The book was in the tradition of apocalyptic writings that went back several hundred years before Christ and included such books as Daniel and Isaiah. These used a passionate, highly descriptive and powerful language to inspire and encourage their readers during times of persecution and oppression, he said.

“It is intended to show us the majesty of God,” he said. “It is also intended to show us the darkest reality of evil.”

Revelation was written on the island of Patmos, which was part of Turkey. At that time, Christians were erratically persecuted by the Roman Empire. There was always a threat that a Christian would be arrested and executed, but many Christians could live out their lives peacefully if they eluded the attention of the authorities.

“It was a situation in which most Christians were not going to be arrested.
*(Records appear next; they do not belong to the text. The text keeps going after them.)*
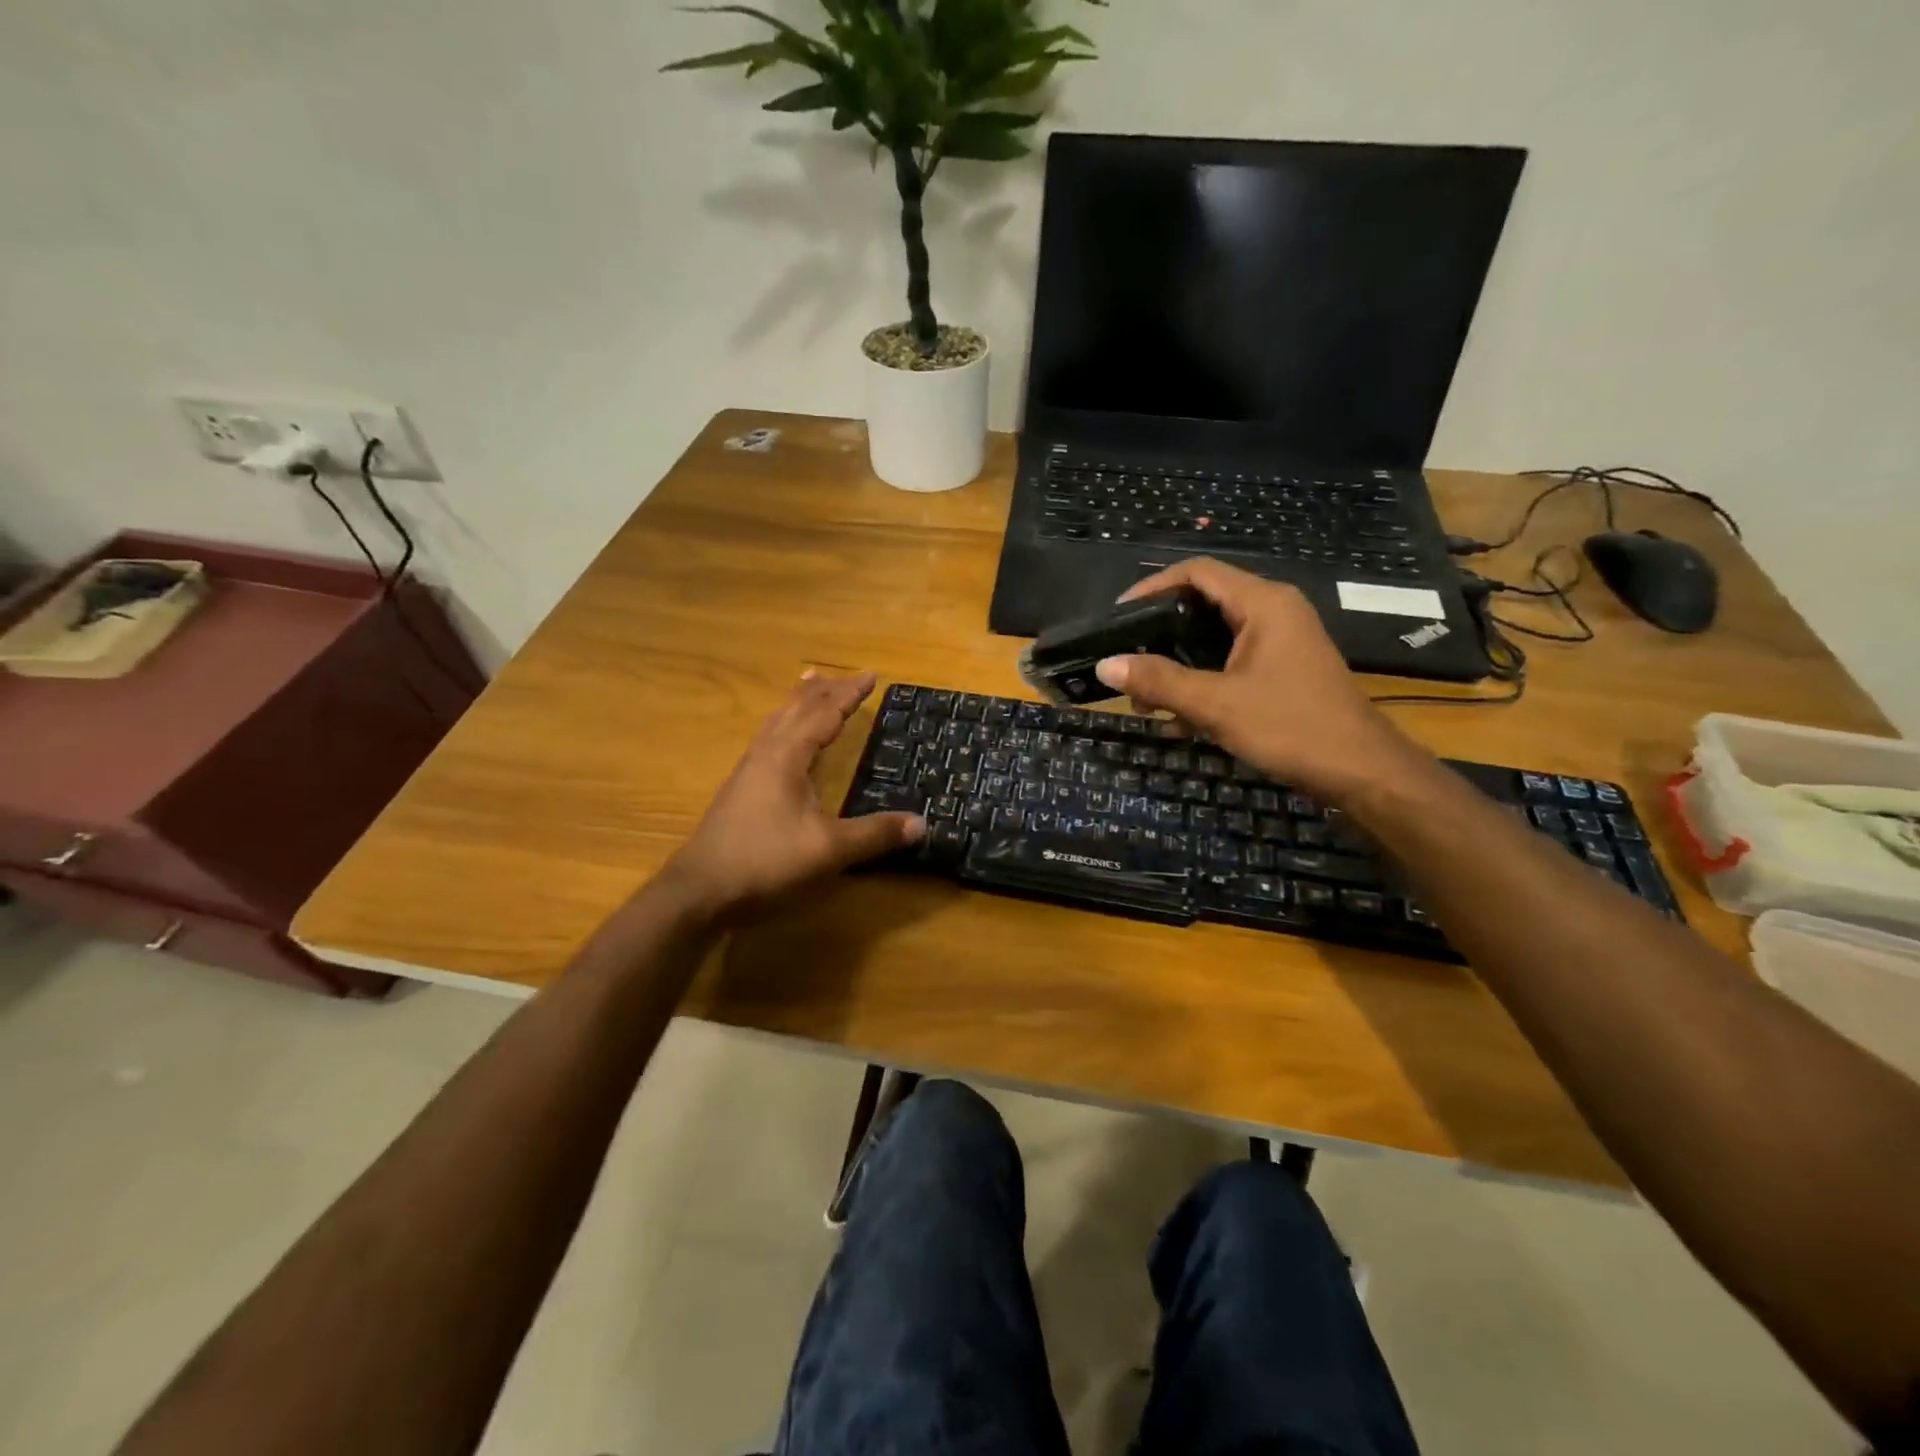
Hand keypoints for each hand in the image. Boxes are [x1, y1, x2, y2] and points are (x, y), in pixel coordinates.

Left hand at [659, 671, 923, 918]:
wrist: (699, 890)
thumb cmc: (765, 861)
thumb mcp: (828, 850)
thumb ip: (875, 834)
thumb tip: (922, 823)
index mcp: (787, 756)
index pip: (824, 714)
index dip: (849, 694)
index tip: (871, 675)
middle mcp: (766, 754)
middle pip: (797, 709)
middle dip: (824, 691)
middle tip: (845, 676)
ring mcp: (748, 771)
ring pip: (777, 722)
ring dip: (798, 702)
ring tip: (809, 686)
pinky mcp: (739, 790)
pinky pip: (767, 740)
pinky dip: (784, 725)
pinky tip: (783, 742)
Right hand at [1093, 559, 1431, 803]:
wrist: (1363, 772)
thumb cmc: (1291, 727)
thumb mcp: (1216, 704)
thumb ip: (1160, 681)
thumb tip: (1106, 664)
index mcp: (1263, 603)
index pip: (1197, 572)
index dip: (1152, 587)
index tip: (1117, 618)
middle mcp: (1273, 612)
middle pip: (1203, 604)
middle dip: (1160, 635)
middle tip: (1127, 664)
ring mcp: (1280, 642)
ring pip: (1214, 639)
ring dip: (1177, 666)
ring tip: (1146, 702)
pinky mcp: (1282, 670)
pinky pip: (1230, 663)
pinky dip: (1201, 682)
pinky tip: (1179, 721)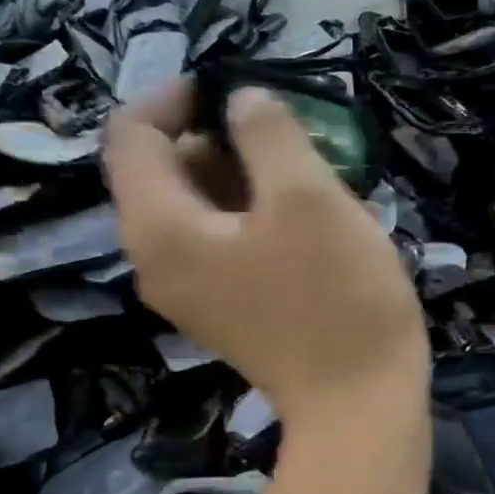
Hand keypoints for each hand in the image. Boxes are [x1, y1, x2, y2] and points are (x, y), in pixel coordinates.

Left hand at [105, 83, 428, 427]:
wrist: (361, 406)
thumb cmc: (337, 298)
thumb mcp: (308, 197)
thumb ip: (266, 132)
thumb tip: (242, 104)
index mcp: (160, 228)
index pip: (132, 136)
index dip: (176, 97)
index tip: (236, 87)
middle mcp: (159, 262)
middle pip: (167, 173)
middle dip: (223, 140)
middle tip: (291, 137)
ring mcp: (193, 295)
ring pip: (202, 210)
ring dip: (248, 180)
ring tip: (312, 179)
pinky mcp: (229, 313)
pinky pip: (225, 245)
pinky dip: (256, 219)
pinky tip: (312, 225)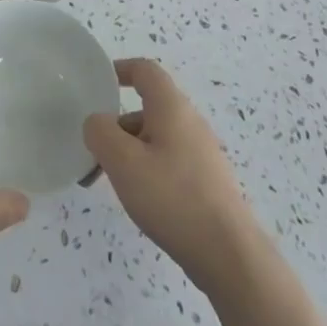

Their danger was not persecution, but seduction. We can be seduced by a glitter of a society and forget there was danger and evil behind that glitter.”

Revelation was written in beautiful prose that was meant to be read out at early Masses. It was meant to give hope and courage to those who were persecuted and remind those tempted by the wealth and pleasures of their society that there was a larger, more important purpose in life.

Collins observed that the threat for most Christians in today’s society is still seduction, especially the seduction of wealth, privilege and pleasure.

“Today there is still persecution, but for most of us it is not the persecution, but the seduction, that is the danger,” he said.

Collins said Revelation has been misused throughout history by those who said it contained secret predictions that could only be unlocked with special knowledge — knowledge that only the person could reveal.

“The book itself can be used to control, to dominate, to frighten.”

But there is nothing secret about Revelation. Any person taking the time to study the text and its historical context can unleash its power and beauty, he said.

“This is a book that teaches us about the meaning of life. It leads us ever more deeply into the worship of the Lord.”